Women are integrated into the military, yet we hear about harassment or assault of them in the service, which would seem to indicate a lack of unit cohesion. So that argument of “unit cohesion” doesn’t really hold water for me, since women are allowed to serve and they seem to upset that cohesion.
I totally get that people who support discrimination can construct an English sentence that says, “Equality undermines unit cohesion.” I think they can say that, it can be grammatically correct. But the question is if there’s any evidence to support that.
With regard to African-Americans in the military and women in the military and gays and lesbians in the military, opponents of equality have made exactly the same arguments. In fact, there are studies that show that even though racism and homophobia and sexism are very different issues, the arguments, when it comes to military discrimination, always look the same. So the question really is what does the data show.
People in the military will keep repeating the sentence that “integration will undermine unit cohesion” as long as they are allowed to repeat that. But once the civilians come in and force them to obey a more enlightened and helpful standard, then that rhetoric will go away. It’s a really, really complicated issue because it’s hard to tell what’s a legitimate concern about unit cohesion, what’s a fake argument, what’s the text, what’s the subtext. It’s intentionally confusing. There are a lot of stories about that.
What can everyday individuals do to fight against this policy?
I would say get educated, and read up on the policy. We have a bunch of studies posted on the Web, all of which are written in very accessible language – none of it is designed to be inaccessible or jargon-y. Talk to family members in the military, or friends who are in the military, or friends or family members who know people in the military. Listen to them and see what they think and then talk to them about the data that you know about and share the evidence. And third, hold your politicians accountable. Ask them whether they are a cosponsor of the Military Readiness Enhancement Act, and if not, why not. I’d say those would be three good steps.

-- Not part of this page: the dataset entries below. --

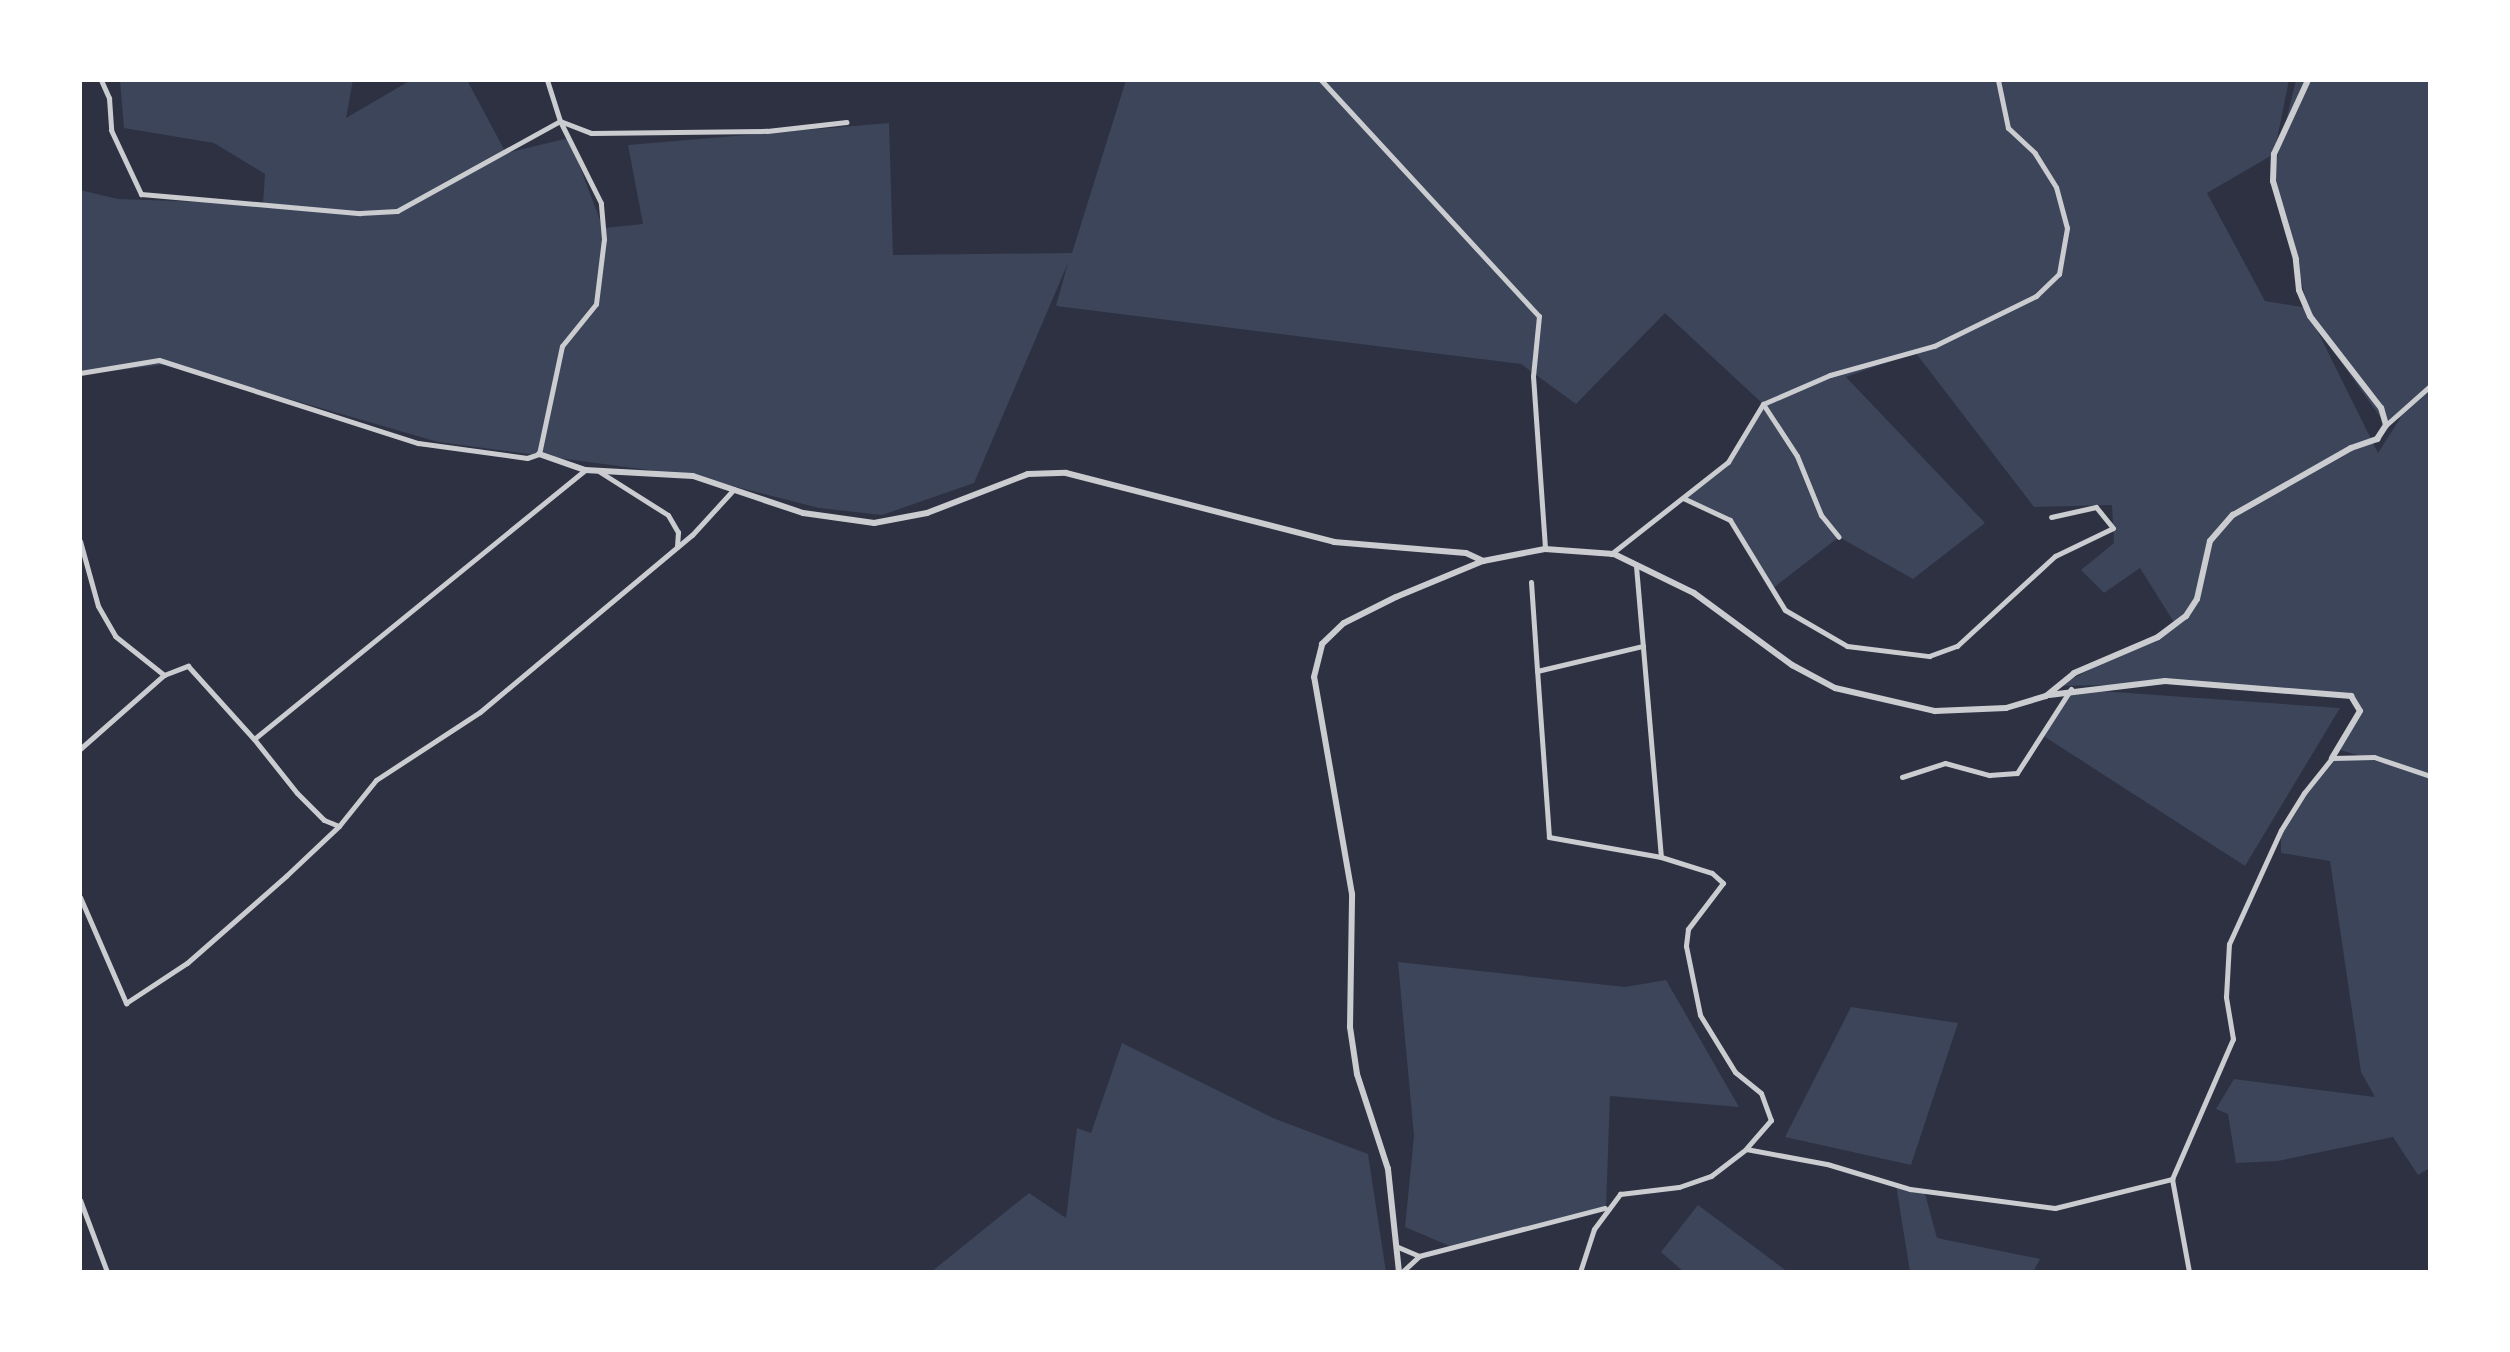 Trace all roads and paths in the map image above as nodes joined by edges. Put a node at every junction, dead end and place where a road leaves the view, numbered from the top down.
1 (101, 80) edge
2 (547, 80) edge
3 (1321, 80) edge
4 (1998, 80) edge
5 (2308, 80) edge
6 (560, 121) junction
7 (846, 122) dead end
8 (80, 373) edge
9 (2430, 386) edge
10 (1763, 404) junction
11 (2386, 425) junction
12 (539, 454) junction
13 (585, 470) junction
14 (600, 472) junction
15 (734, 489) junction
16 (1683, 498) junction
17 (2051, 517) dead end
18 (1839, 537) dead end
19 (80, 541) edge
20 (677, 548) junction
21 (1545, 549) junction
22 (1611, 554) junction
23 (1483, 561) junction
24 (1636, 566) junction
25 (1531, 582) dead end
26 (1643, 646) junction
27 (1537, 671) junction
28 (164, 675) junction
29 (2071, 689) junction
30 (2046, 696) junction
31 (254, 739) junction
32 (80, 749) edge
33 (2332, 758) junction
34 (2430, 776) edge
35 (1902, 777) dead end
36 (339, 826) junction
37 (1661, 857) junction
38 (80, 897) edge
39 (1746, 1149) junction
40 (2172, 1179) junction
41 (80, 1200) edge
42 (1606, 1208) junction
43 (1398, 1247) junction
44 (1419, 1256) junction
45 (107, 1272) edge
46 (1401, 1272) edge
47 (1580, 1272) edge
48 (2189, 1272) edge

1 - 6 street
2 - 6 street
3 - 21 street
4 - 10 street
5 - 11 street
6 - 7 street
6 - 12 street
8 - 12 street
9 - 11 street
10 - 16 street
10 - 18 street
11 - 30 street
12 - 13 street
13 - 14 street
13 - 31 street
14 - 15 street
14 - 20 street
15 - 20 street
15 - 23 street
16 - 17 street
16 - 22 street
19 - 28 street
20 - 36 street
21 - 22 street
21 - 23 street
22 - 24 street
23 - 43 street
24 - 26 street
24 - 30 street
25 - 27 street
26 - 27 street
26 - 37 street
27 - 37 street
28 - 31 street
28 - 32 street
29 - 30 street
29 - 33 street
29 - 35 street
31 - 36 street
33 - 34 street
33 - 40 street
36 - 38 street
37 - 39 street
39 - 40 street
39 - 42 street
40 - 48 street
41 - 45 street
42 - 44 street
42 - 47 street
43 - 44 street
43 - 46 street
44 - 46 street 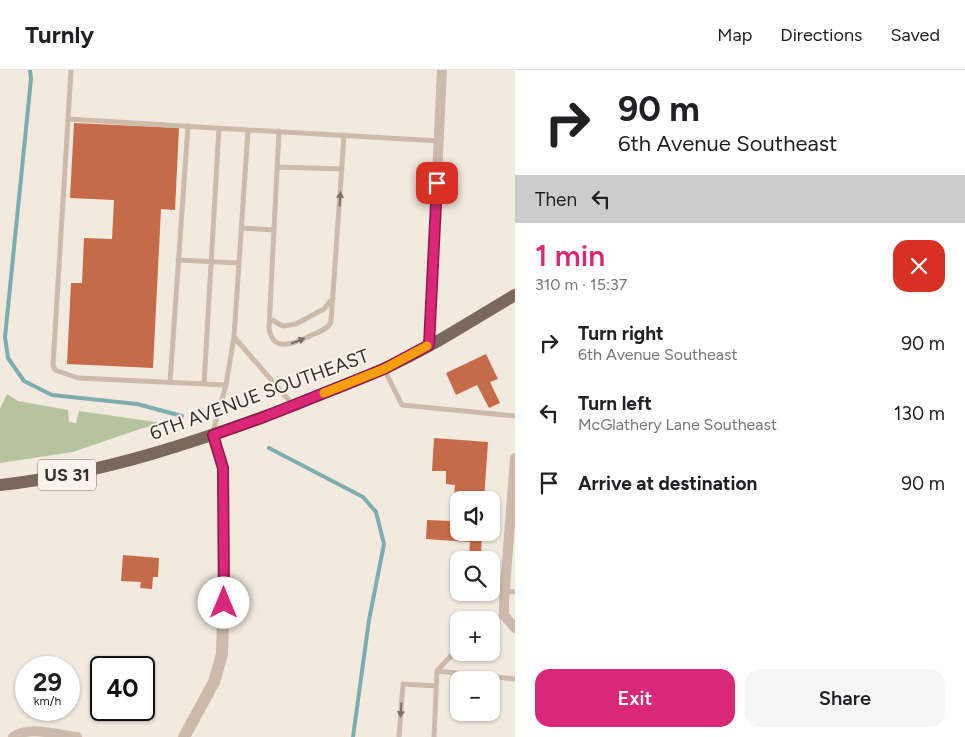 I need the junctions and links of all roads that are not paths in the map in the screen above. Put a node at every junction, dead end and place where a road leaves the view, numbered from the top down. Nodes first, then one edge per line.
1 (71, 70) edge
2 (442, 70) edge
3 (68, 119) junction
4 (188, 126) junction
5 (219, 128) junction
6 (248, 130) junction
7 (279, 131) junction
8 (344, 135) junction
9 (439, 141) junction
10 (277, 167) junction
11 (342, 169) junction
12 (242, 228) junction
13 (274, 230) junction
14 (178, 260) junction
15 (211, 262) junction
16 (239, 263) junction
17 (515, 295) edge
18 (334, 296) junction
19 (270, 320) junction
20 (234, 337) junction
21 (429, 345) junction
22 (384, 369) junction
23 (170, 382) junction
24 (204, 384) junction
25 (226, 384) junction
26 (293, 405) junction
27 (515, 416) edge
28 (213, 435) junction
29 (515, 458) edge
30 (0, 485) edge
31 (510, 592) edge
32 (504, 615) junction
33 (500, 617) edge
34 (515, 628) edge
35 (450, 657) edge
36 (437, 671) junction
37 (515, 679) edge
38 (436, 686) junction
39 (13, 737) edge
40 (76, 737) edge
41 (184, 737) edge
42 (400, 737) edge
43 (434, 737) edge

1 - 3 lane
2 - 9 street
3 - 4 lane
3 - 23 lane
4 - 5 lane
4 - 14 lane
5 - 6 lane
5 - 15 lane
6 - 7 lane
6 - 12 lane
7 - 8 lane
7 - 10 lane
8 - 9 lane
8 - 11 lane
9 - 21 street
10 - 11 lane
10 - 13 lane
18 -> 11 lane
12 - 13 lane
12 - 16 lane
13 - 19 lane
14 - 15 lane
14 - 23 lane
15 - 16 lane
15 - 24 lane
16 - 20 lane
17 - 21 main road, 6TH AVENUE SOUTHEAST / US 31
18 - 19 lane
19 -> 18 lane
20 - 25 lane
20 - 26 lane
21 - 22 main road, 6TH AVENUE SOUTHEAST / US 31
22 - 26 main road, 6TH AVENUE SOUTHEAST / US 31
22 - 27 lane
23 - 24 lane
24 - 25 lane
25 - 28 lane
26 - 28 main road, 6TH AVENUE SOUTHEAST / US 31
28 - 30 main road, 6TH AVENUE SOUTHEAST / US 31
28 - 41 street
29 - 31 street
31 - 32 street
32 - 33 lane
32 - 34 street
35 - 36 lane
36 - 37 lane
36 - 38 lane
38 -> 42 lane
38 - 43 lane
39 - 40 street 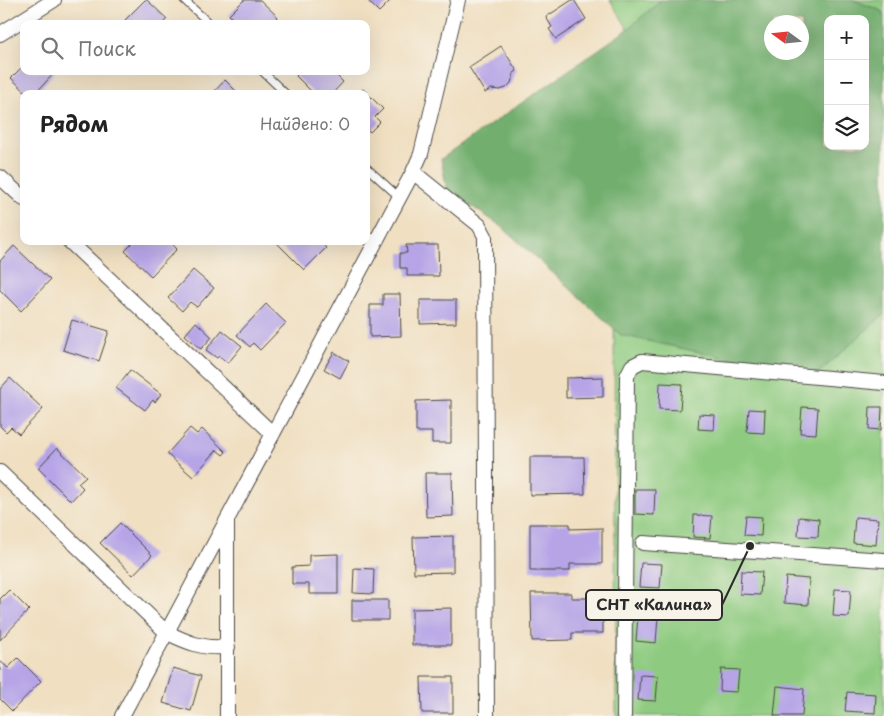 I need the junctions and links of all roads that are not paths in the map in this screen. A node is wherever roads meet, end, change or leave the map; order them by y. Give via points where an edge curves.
1 (54, 0) edge
2 (184, 0) edge
3 (458, 0) edge
4 (22, 20) edge
5 (206, 20) edge
6 (20, 21) edge
7 (0, 34) edge
8 (266, 75) edge
9 (282, 90) edge
10 (370, 171) edge
11 (413, 172) junction
12 (0, 177) edge
13 (20, 195) edge
14 (400, 198) junction
15 (72, 245) edge
16 (884, 383) edge
17 (273, 434) junction
18 (0, 472) edge
19 (227, 519) junction
20 (643, 543) dead end
21 (884, 560) edge
22 (166, 632) junction
23 (228, 647) junction
24 (122, 716) edge
25 (227, 716) edge
26 (487, 716) edge
27 (624, 716) edge

1 - 4 street
2 - 5 lane
3 - 11 street via 421,154
6 - 7 street
8 - 9 lane
10 - 14 lane
11 - 14 street
11 - 26 street via 479,225 486,236
12 - 13 street
14 - 17 street
15 - 17 street
16 - 27 street via 642,361 632,366 627,376
17 - 19 street
18 - 22 street
19 - 22 street
19 - 23 street
20 - 21 street
22 - 23 street via 209,648
22 - 24 street
23 - 25 street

Is there anything else you’d like to add?
We’ve been talking in this whole conversation about the difference between the civil rights arguments and the military effectiveness and unit cohesion arguments, but one thing that I think is not often clear is that – just focusing on the civil rights side – this is not even primarily about the soldiers’ civil rights.
This is not just about gay and lesbian soldiers who deserve their rights, although of course gay and lesbian soldiers do deserve their rights, and it’s not even really about whether gay and lesbian people deserve their rights, although of course we do. This is really a broader issue of citizenship. It is a very profound detriment to citizenship for all Americans – gay, straight, whatever – when the government fires people, when it allocates rewards and punishments, on the basis of who you are.
In this country, you’re only supposed to be punished for things you do, not for who you are. Don’t Ask, Don’t Tell actually goes out of its way to pretend to be a law that punishes what you do, but that’s absolutely not true. Don’t Ask, Don’t Tell punishes people simply for being, simply for having an identity.
There’s a Harvard Law professor, Janet Halley, who argues that the legal standard at the heart of Don’t Ask, Don’t Tell is so dangerous that if that standard were amplified to other laws and institutions, we would have a very compromised situation. That really is the first step on the road to fascism: punishing people simply for who they are. And that’s why everyone should be really upset about this law, this policy.